• **The task**:
Set the entries below down again, please. Match them exactly.

• **Data to process**:
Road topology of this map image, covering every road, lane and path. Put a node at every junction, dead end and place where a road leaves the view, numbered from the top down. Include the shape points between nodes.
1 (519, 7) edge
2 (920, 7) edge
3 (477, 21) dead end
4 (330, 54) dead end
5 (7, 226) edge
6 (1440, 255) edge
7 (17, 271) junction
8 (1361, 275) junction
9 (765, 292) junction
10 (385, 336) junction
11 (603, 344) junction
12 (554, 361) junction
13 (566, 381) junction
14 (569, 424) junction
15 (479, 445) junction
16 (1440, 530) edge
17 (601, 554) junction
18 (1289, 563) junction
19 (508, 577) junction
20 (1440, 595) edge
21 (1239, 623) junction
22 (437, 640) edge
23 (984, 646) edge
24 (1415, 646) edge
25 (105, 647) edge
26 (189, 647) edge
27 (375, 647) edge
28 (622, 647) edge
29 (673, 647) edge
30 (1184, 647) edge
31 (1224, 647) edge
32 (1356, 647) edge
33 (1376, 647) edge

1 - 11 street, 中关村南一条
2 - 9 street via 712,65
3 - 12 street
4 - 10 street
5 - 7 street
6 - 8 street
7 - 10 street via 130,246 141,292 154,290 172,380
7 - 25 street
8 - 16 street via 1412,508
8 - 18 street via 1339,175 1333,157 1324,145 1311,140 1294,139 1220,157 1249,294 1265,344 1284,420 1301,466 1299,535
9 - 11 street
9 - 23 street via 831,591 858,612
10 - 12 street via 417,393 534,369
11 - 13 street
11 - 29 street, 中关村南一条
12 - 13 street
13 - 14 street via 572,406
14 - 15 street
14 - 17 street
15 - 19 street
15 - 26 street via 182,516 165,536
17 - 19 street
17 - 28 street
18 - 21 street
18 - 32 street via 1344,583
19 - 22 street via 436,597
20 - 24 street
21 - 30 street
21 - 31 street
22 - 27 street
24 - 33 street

• **Your solution**:
Road topology of this map image, covering every road, lane and path. Put a node at every junction, dead end and place where a road leaves the view, numbered from the top down. Include the shape points between nodes.
1 (519, 7) edge
2 (920, 7) edge
3 (477, 21) dead end
4 (330, 54) dead end
5 (7, 226) edge
6 (1440, 255) edge
7 (17, 271) junction
8 (1361, 275) junction
9 (765, 292) junction
10 (385, 336) junction
11 (603, 344) junction
12 (554, 361) junction
13 (566, 381) junction
14 (569, 424) junction
15 (479, 445) junction
16 (1440, 530) edge
17 (601, 554) junction
18 (1289, 563) junction
19 (508, 577) junction
20 (1440, 595) edge
21 (1239, 623) junction
22 (437, 640) edge
23 (984, 646) edge
24 (1415, 646) edge
25 (105, 647) edge
26 (189, 647) edge
27 (375, 647) edge
28 (622, 647) edge
29 (673, 647) edge
30 (1184, 647) edge
31 (1224, 647) edge
32 (1356, 647) edge
33 (1376, 647) edge

1 - 11 street, 中关村南一条
2 - 9 street via 712,65
3 - 12 street
4 - 10 street
5 - 7 street
6 - 8 street
7 - 10 street via 130,246 141,292 154,290 172,380
7 - 25 street
8 - 16 street via 1412,508
8 - 18 street via 1339,175 1333,157 1324,145 1311,140 1294,139 1220,157 1249,294 1265,344 1284,420 1301,466 1299,535
9 - 11 street
9 - 23 street via 831,591 858,612
10 - 12 street via 417,393 534,369
11 - 13 street
11 - 29 street, 中关村南一条
12 - 13 street
13 - 14 street via 572,406
14 - 15 street
14 - 17 street
15 - 19 street
15 - 26 street via 182,516 165,536
17 - 19 street
17 - 28 street
18 - 21 street
18 - 32 street via 1344,583
19 - 22 street via 436,597
20 - 24 street
21 - 30 street
21 - 31 street
22 - 27 street
24 - 33 street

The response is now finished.